Tra le vigne di rango superiore a disposizione dei Bründlmayer lo Zobinger Heiligenstein, rinomata da secoli, è collocato a nord est di Langenlois sulla sponda opposta del fiume. Il Kamp curva proprio ai piedi della vigna cambiando orientamento da nord-sud a ovest-est.

Foto Herbert Lehmann dal sito internet aziendale

Qui si trovano i suoli più antichi della tenuta, con arenaria rosso-brunastra risalente a oltre 250 milioni di anni fa. I suoli contengono sabbie e pietre, inclusioni vulcaniche (riolite) e resti fossili di vegetazione preistorica. 
L’azienda possiede 12 ettari nel cuore del cru (un terzo della sua estensione totale) tra 230 e 350 metri slm, di cui 10.5 coltivati a riesling (il 20% è allevato a lira, il resto a Guyot).
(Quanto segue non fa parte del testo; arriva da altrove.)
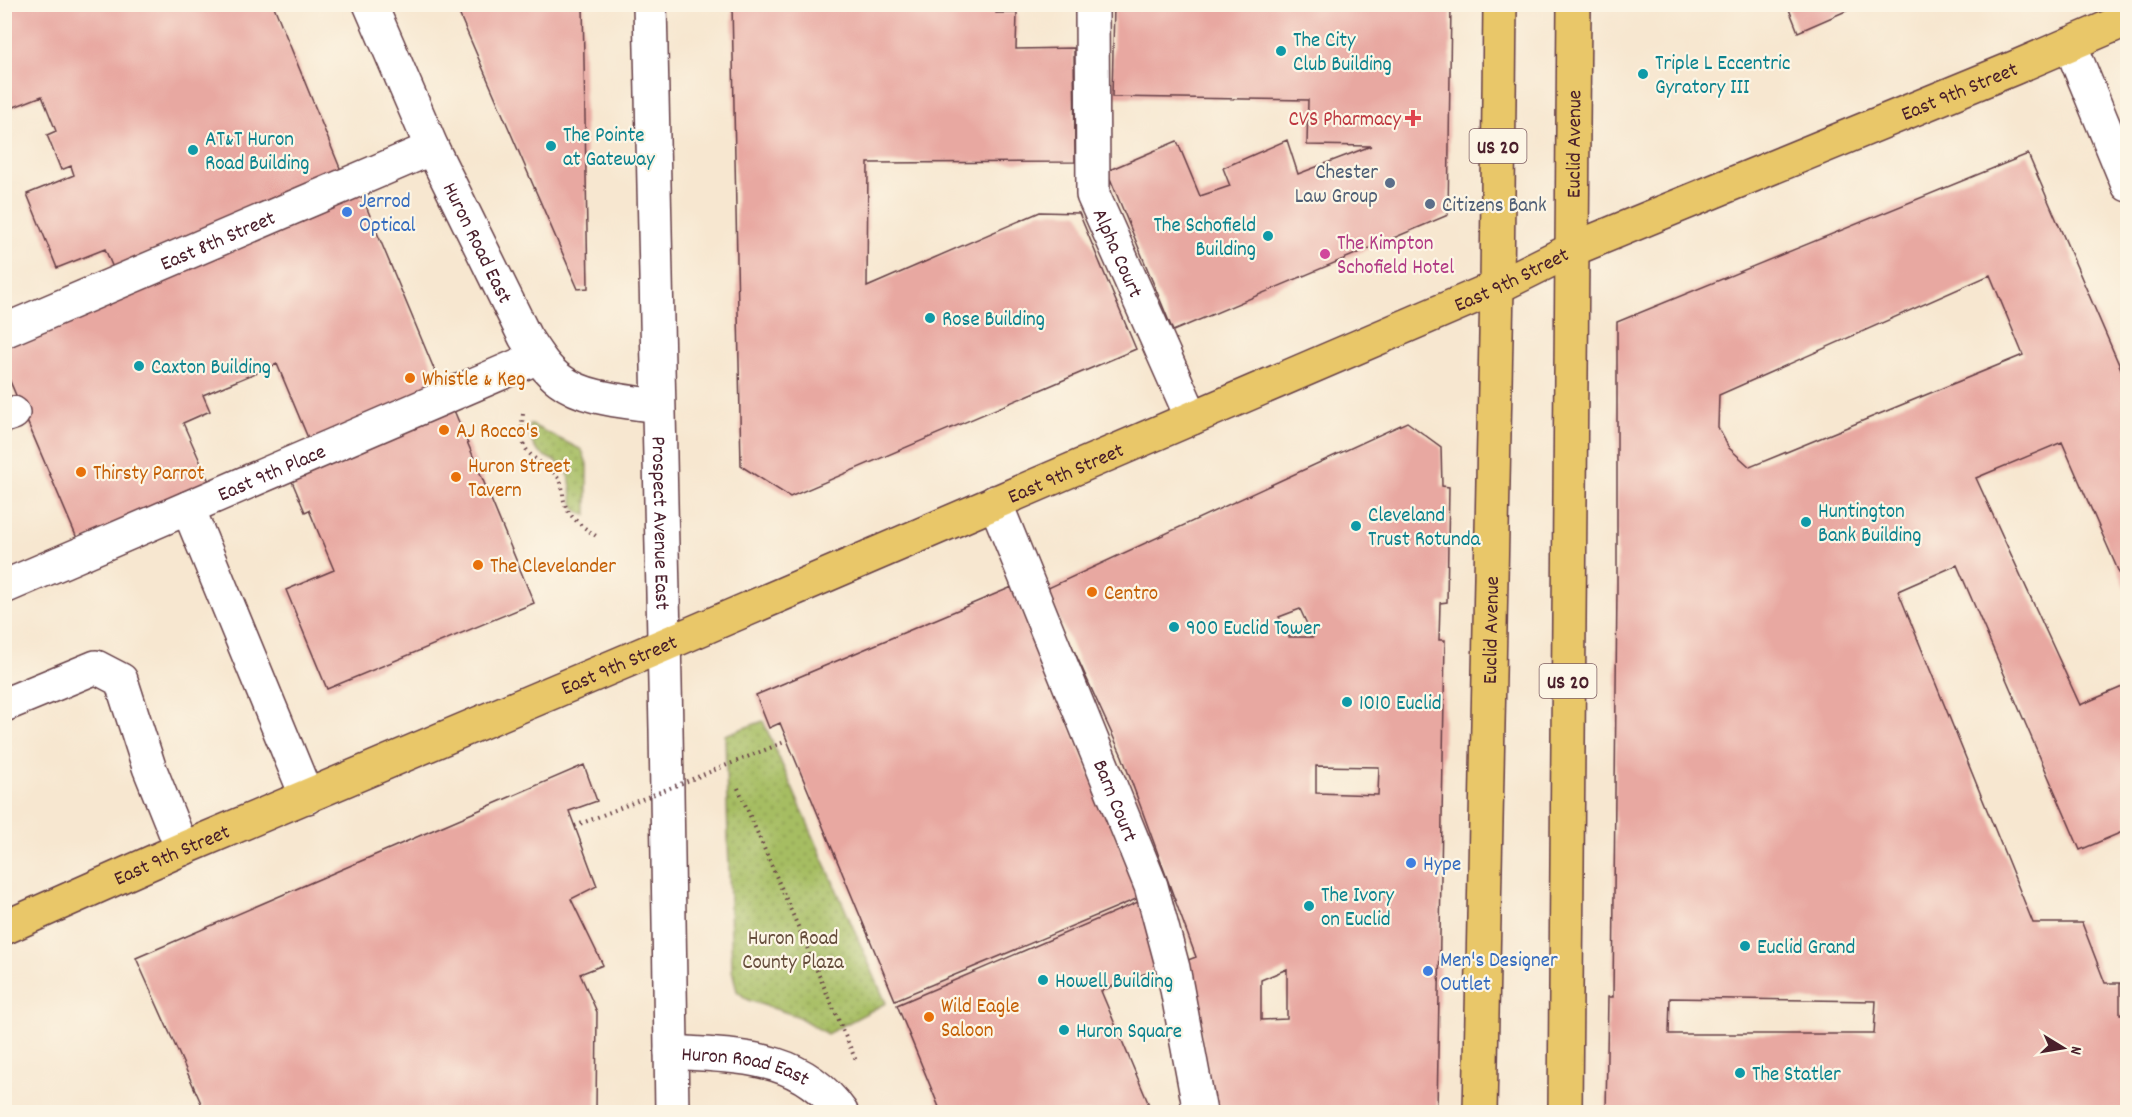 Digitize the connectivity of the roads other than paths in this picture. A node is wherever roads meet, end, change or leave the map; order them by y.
1 (370, 4) edge
2 (650, 4) edge
3 (1092, 4) edge
4 (1500, 4) edge
5 (1574, 4) edge
6 (2127, 19) edge
7 (2070, 44) junction
8 (432, 148) junction
9 (2127, 185) edge
10 (1571, 250) junction
11 (1497, 287) junction
12 (4, 331) edge
13 (538, 357) junction
14 (658, 406) junction
15 (1192, 418) junction
16 (995, 502) junction
17 (188, 508) junction
18 (4, 587) edge
19 (664, 645) junction
20 (4, 705) edge
21 (307, 797) junction
22 (183, 849) junction
23 (4, 928) edge
24 (671, 1052) junction
25 (672, 1113) edge
26 (841, 1113) edge
27 (1200, 1113) edge
28 (1480, 1113) edge
29 (1565, 1113) edge

1 - 8 street, Huron Road East
2 - 14 street, Prospect Avenue East
3 - 15 street, Alpha Court
4 - 11 main road, Euclid Avenue / US 20
5 - 10 main road, Euclid Avenue / US 20
6 - 7 main road, East 9th Street
7 - 9 street
7 - 10 main road, East 9th Street
8 - 12 street, East 8th Street
8 - 13 street, Huron Road East
10 - 11 main road, East 9th Street
10 - 29 main road, Euclid Avenue / US 20
11 - 15 main road, East 9th Street
11 - 28 main road, Euclid Avenue / US 20
13 - 14 street, Huron Road East
13 - 17 street, East 9th Place
14 - 19 street, Prospect Avenue East
15 - 16 main road, East 9th Street
16 - 19 main road, East 9th Street
16 - 27 street, Barn Court
17 - 18 street, East 9th Place
17 - 21 street
19 - 21 main road, East 9th Street
19 - 24 street, Prospect Avenue East
20 - 22 street
21 - 22 main road, East 9th Street
22 - 23 main road, East 9th Street
24 - 25 street, Prospect Avenue East
24 - 26 street, Huron Road East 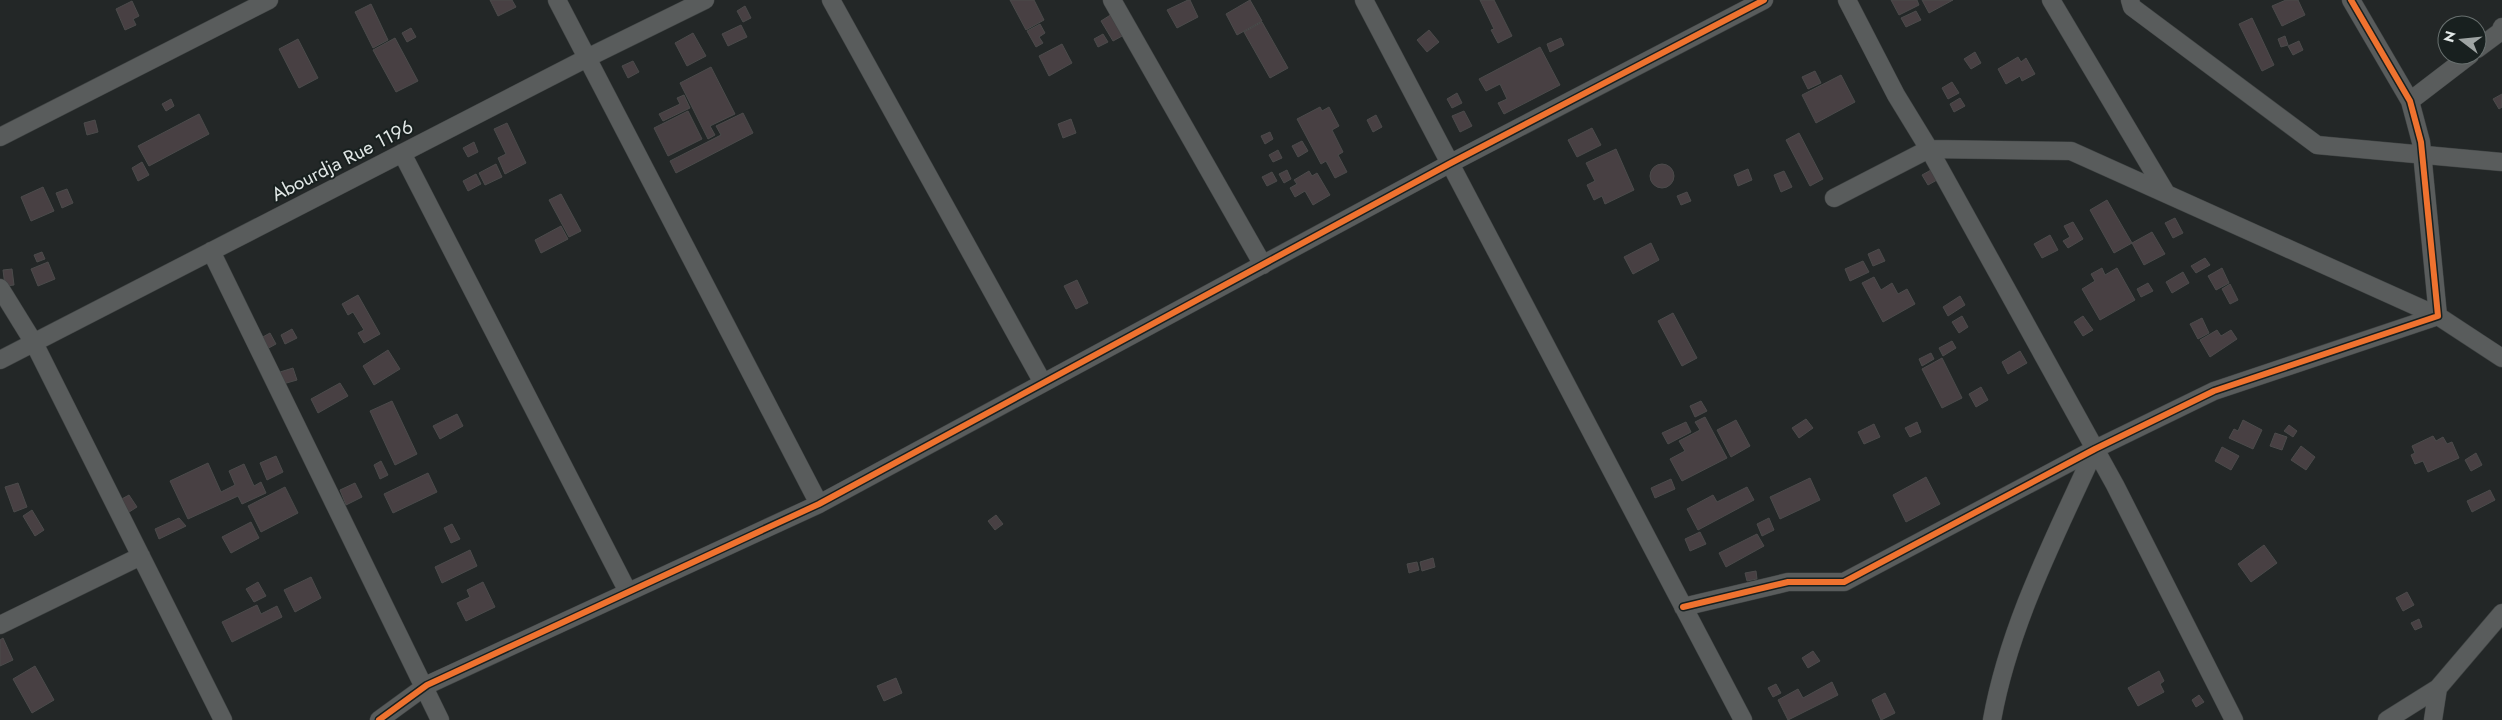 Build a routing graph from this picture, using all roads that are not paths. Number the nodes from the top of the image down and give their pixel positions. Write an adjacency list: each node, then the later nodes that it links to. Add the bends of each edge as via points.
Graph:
1 (269, 0): 17 (street)
2 (557, 0): 14 (street)
3 (705, 0): 14 (street, Abourdja Rue 1196)
4 (831, 0): 32 (street)
5 (1112, 0): 26 (street)
6 (1364, 0): 22 (street)
7 (1764, 0): 22 (street)
8 (1847, 0): 18 (street, via 1896,95)
9 (2051, 0): 23 (street)
10 (2130, 0): 20 (street, via 2132,7 2318,145)
11 (2351, 0): 16 (street)
12 (2502, 27): 13 (street)
13 (2487, 42)
14 (587, 58): 19 (street, Abourdja Rue 1196); 34 (street)
15 (2457, 65): 16 (street)
16 (2410, 101): 20 (street)
17 (0, 137)
18 (1929, 149): 23 (street, via 2071,150); 24 (street); 33 (street)
19 (402, 153): 25 (street, Abourdja Rue 1196); 36 (street)
20 (2422, 154): 21 (street); 28 (street)
21 (2502, 162)
22 (1449, 164): 26 (street); 37 (street)
23 (2166, 193): 28 (street)
24 (1834, 198)
25 (211, 251): 29 (street, Abourdja Rue 1196); 40 (street)
26 (1263, 265): 32 (street)
27 (0, 288): 29 (street)
28 (2438, 316): 30 (street); 33 (street, via 2214,391)
29 (34, 343): 31 (street, Abourdja Rue 1196); 35 (street)
30 (2502, 358)
31 (0, 360)
32 (1043, 383): 34 (street)
33 (2095, 449): 37 (street, via 1844,582 1788,582); 46 (street, via 2028,597); 47 (street)
34 (819, 504): 36 (street)
35 (141, 556): 39 (street); 42 (street)
36 (628, 592): 40 (street)
37 (1683, 607): 45 (street)
38 (2502, 613): 41 (street)
39 (0, 624)
40 (424, 688): 43 (street); 44 (street)
41 (2438, 688): 48 (street); 49 (street)
42 (223, 720)
43 (379, 720)
44 (440, 720)
45 (1743, 720)
46 (1992, 720)
47 (2234, 720)
48 (2387, 720)
49 (2433, 720) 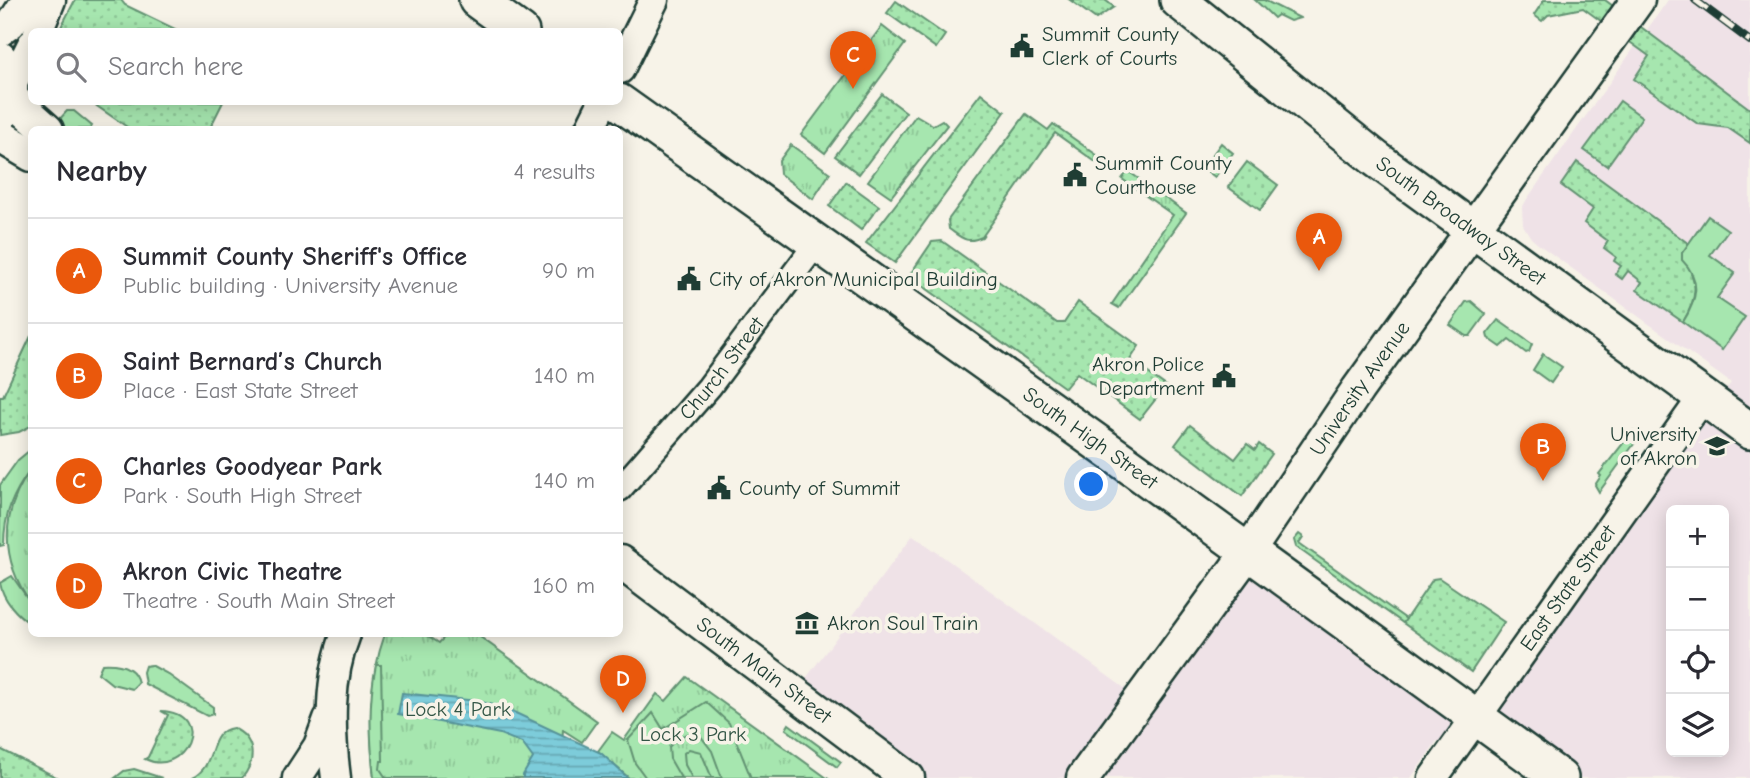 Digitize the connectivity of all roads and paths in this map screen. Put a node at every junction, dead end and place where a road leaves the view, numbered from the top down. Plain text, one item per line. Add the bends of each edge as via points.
1 (26, 0) edge
2 (51, 0) edge
3 (477, 0) edge
4 (654, 0) edge
5 (1178, 0) edge
6 (1638, 0) edge
7 (40, 28) edge
8 (516, 28) edge
9 (0, 32) edge
10 (28, 51) edge
11 (623, 63) edge
12 (6, 89) edge
13 (602, 105) edge
14 (623, 105) edge
15 (43, 126) edge
16 (591, 126) edge
17 (0, 135) edge
18 (28, 152) edge
19 (1473, 230) junction
20 (816, 244) junction
21 (1703, 397) junction
22 (1750, 431) edge
23 (623, 486) edge
24 (1248, 552) junction
25 (623, 564) edge
26 (345, 637) edge
27 (332, 710) junction
28 (1477, 719) junction
29 (297, 778) edge
30 (336, 778) edge
31 (908, 778) edge
32 (1083, 778) edge
33 (1433, 778) edge
34 (1560, 778) edge

1 - 9 street
2 - 7 street
3 - 8 main road
4 - 11 street
5 - 19 main road, South Broadway Street via 1376,159
6 - 19 main road, University Avenue
10 - 12 street
12 - 15 main road
13 - 16 street
14 - 20 main road, South High Street
17 - 18 main road
19 - 21 main road, South Broadway Street
19 - 24 main road, University Avenue
20 - 23 street, Church Street via 709,387
20 - 24 main road, South High Street
21 - 22 main road, South Broadway Street
21 - 28 street, East State Street
24 - 28 main road, South High Street
24 - 32 main road, University Avenue
25 - 31 main road, South Main Street
26 - 27 street
27 - 29 street via 318,746
27 - 30 street
28 - 33 street, East State Street
28 - 34 main road, South High Street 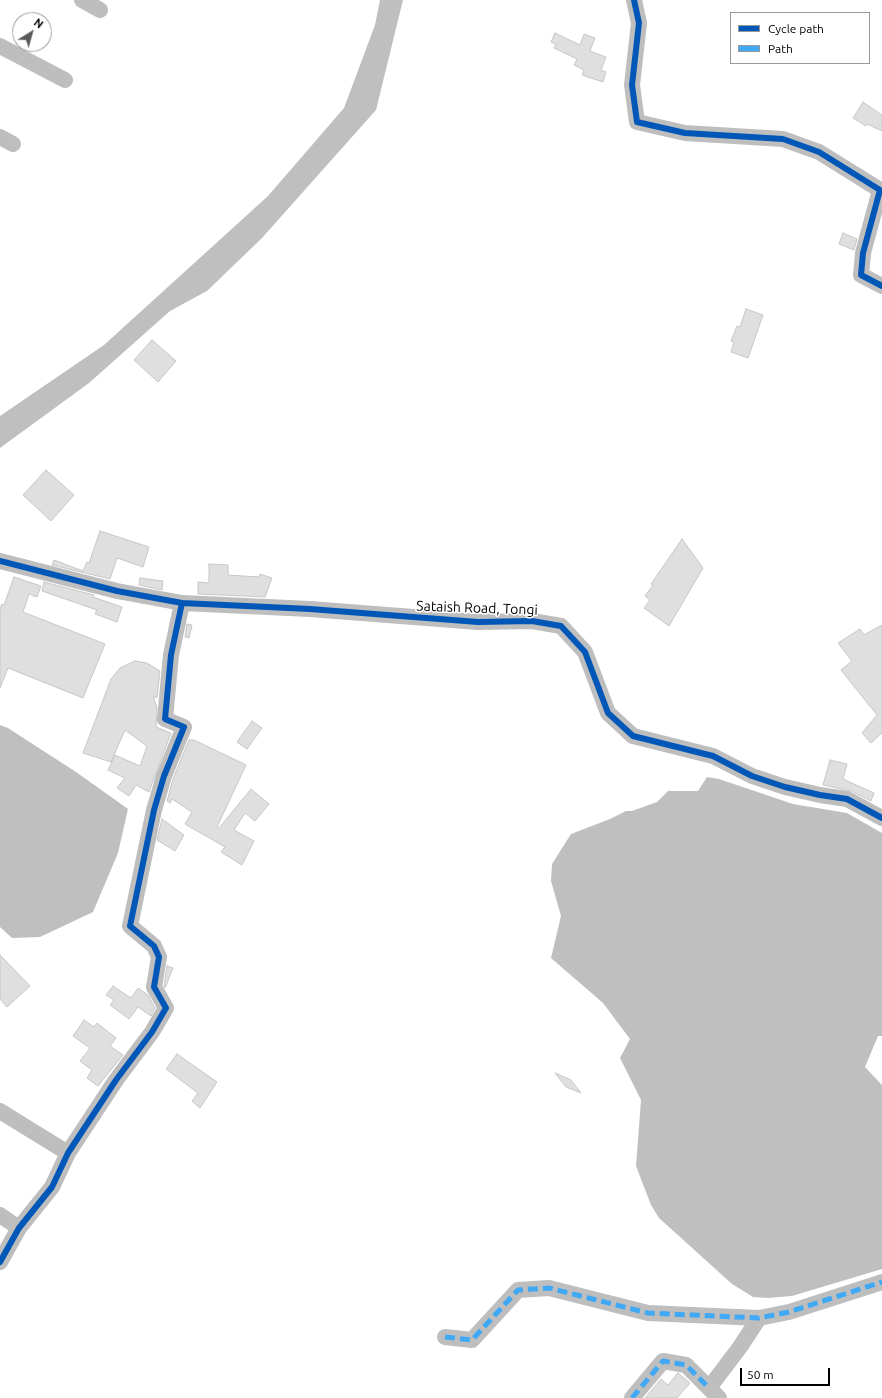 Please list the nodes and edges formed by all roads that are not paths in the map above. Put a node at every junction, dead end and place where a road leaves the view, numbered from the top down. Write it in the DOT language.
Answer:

Zöbinger Heiligenstein 2013 – Bründlmayer 
Dopo la pressatura a basse pressioni, il mosto per gravità si muove verso le vasche di acciaio inox a T controllata per la fermentazione e, sempre senza l’uso di pompe, si sposta verso il piano sottostante per l’affinamento, parte in acciaio e parte in botte grande. L’imbottigliamento avviene nell’estate successiva alla vendemmia. 
Il colore leggermente dorato introduce un naso idrocarburico che, dopo pochi attimi, si sposta verso un quadro potentemente agrumato (pompelmo, limone candito), di pesca gialla e spezie (zenzero) ravvivato da scie di erbe aromatiche. 
Il palato è un peso medio ben articolato, vivo, polpa e agilità sono molto ben armonizzate e le note di agrumi e pesca tornano prepotenti accompagnati da un’acidità matura, fine e inesorabile. 
Vino elegante entrato in una fase espressiva di bella apertura che promette bene per i prossimi anni.

giovedì 16 aprile 2020

VON BEULWITZ/2

Torno a parlarvi di Neu Erben (qui il primo post, dove trovate anche info sull’azienda), realtà di Mertesdorf nella Ruwer, ancora con un vino d’asta.
Dunque, la Ruwer. Tra i due affluenti della Mosella (l’altro si chiama Saar e origina l’omonima vallata) è il più corto con soli 46 km di lunghezza e quello racchiuso nella vallata più stretta e meno soleggiata. Territorio segnato da un clima rigido che in passato poteva complicare il raggiungimento della maturazione adeguata delle uve. Eppure i vini pur avendo un'acidità sferzante simile a quelli della Saar, rispetto a quest'ultima zona spesso mostrano un'espressività di frutto più rotonda e intensa. 

Photo credit:  www.von-beulwitz.de

Von Beulwitz lavora 7.5 ettari complessivi (90% riesling), per quasi 50.000 bottiglie prodotte in totale, compresi 2.5 ettari nel prestigioso Kaseler Nies’chen, “Grand Cru” esposto a sud-sud ovest su suoli di ardesia blu e marrone e pendenze che si spingono fino al 60%. Le vigne sono in parte centenarie. 
L’azienda fa parte della storica associazione Bernkasteler Ring, che ogni anno in settembre organizza un’asta con le selezioni più rare dei soci. Proprio dall’asta di settembre 2018 proviene questa etichetta prodotta in soli 300 esemplari.


Kaseler Nies'chen Kabinett Fass Nr. 11 (vino d'asta)  - Erben Von Beulwitz 
(NB: fass significa botte, fass Nr. 11 indica il numero di botte, che in questo caso è stata destinata a una selezione d’asta) 
Il naso è ampio e alterna la generosità della pesca bianca, degli agrumi maturi e dei frutti tropicali con la freschezza delle erbe aromatiche e della mela verde, spingendosi verso un tocco minerale gessoso, ma dà l’impressione di doversi ancora aprire del tutto. 
Il palato esibisce volumetrie da spätlese, più che da kabinett. Avvolgente con persino una punta di grassezza nell’attacco di bocca, incede sicuro con tonicità, in un piacevole contrasto continuo tra carattere dolce-cremoso da un lato e sapido-acido dall’altro. Il finale è teso e molto lungo, anche se i quasi 80 gr/l di zuccheri residui avranno bisogno di tempo per fondersi ancora meglio. 
Oggi è gradevole e seducente, ma tra almeno quattro-cinque anni inizierà a sviluppare le grandi potenzialità olfattive e gustative che ora si intravedono soltanto. Bottiglia più importante di quello che il prädikat lascia intendere.